Comparing and combining some popular NER approaches on Biomedical tasks
Harsh Verma | Sabine Bergler | Narjesossadat Tahaei
The 22nd Workshop on Biomedical Natural Language Processing and BioNLP Shared Tasks
We compare three simple and popular approaches for NER: 1) SEQ (sequence labeling with a linear token classifier) 2) SeqCRF (sequence labeling with Conditional Random Fields), and 3) SpanPred (span prediction with boundary token embeddings). We compare the approaches on 4 biomedical NER tasks: GENIA, NCBI-Disease, LivingNER (Spanish), and SocialDisNER (Spanish). The SpanPred model demonstrates state-of-the-art performance on LivingNER and SocialDisNER, improving F1 by 1.3 and 0.6 F1 respectively.

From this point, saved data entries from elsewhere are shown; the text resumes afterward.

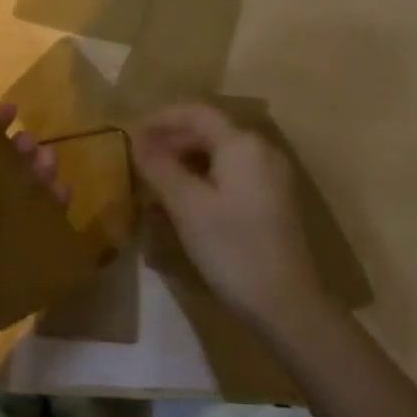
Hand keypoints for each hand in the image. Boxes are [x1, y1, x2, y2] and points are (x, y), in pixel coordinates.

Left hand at [0, 96, 64, 374]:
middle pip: (1, 177)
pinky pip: (36, 239)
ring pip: (22, 204)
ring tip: (52, 167)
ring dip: (38, 182)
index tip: (12, 108)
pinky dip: (52, 218)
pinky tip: (65, 200)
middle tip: (35, 145)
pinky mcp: (10, 271)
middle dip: (20, 156)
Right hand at [131, 102, 332, 336]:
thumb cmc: (232, 248)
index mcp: (242, 143)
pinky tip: (185, 196)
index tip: (130, 133)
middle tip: (139, 157)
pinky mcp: (273, 199)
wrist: (286, 303)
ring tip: (156, 176)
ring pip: (221, 152)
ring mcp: (271, 175)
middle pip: (210, 129)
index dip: (161, 118)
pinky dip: (205, 174)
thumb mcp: (187, 206)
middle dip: (172, 138)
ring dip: (187, 157)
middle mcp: (261, 149)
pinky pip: (233, 171)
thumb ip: (160, 168)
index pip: (196, 113)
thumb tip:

The SeqCRF model also demonstrates state-of-the-art performance on LivingNER and SocialDisNER, improving F1 by 0.2 F1 and 0.7 respectively. The SEQ model is competitive with the state-of-the-art on LivingNER dataset. We explore some simple ways of combining the three approaches. We find that majority voting consistently gives high precision and high F1 across all 4 datasets. Lastly, we implement a system that learns to combine SEQ’s and SpanPred’s predictions, generating systems that give high recall and high F1 across all 4 datasets. On the GENIA dataset, we find that our learned combiner system significantly boosts F1(+1.2) and recall(+2.1) over the systems being combined.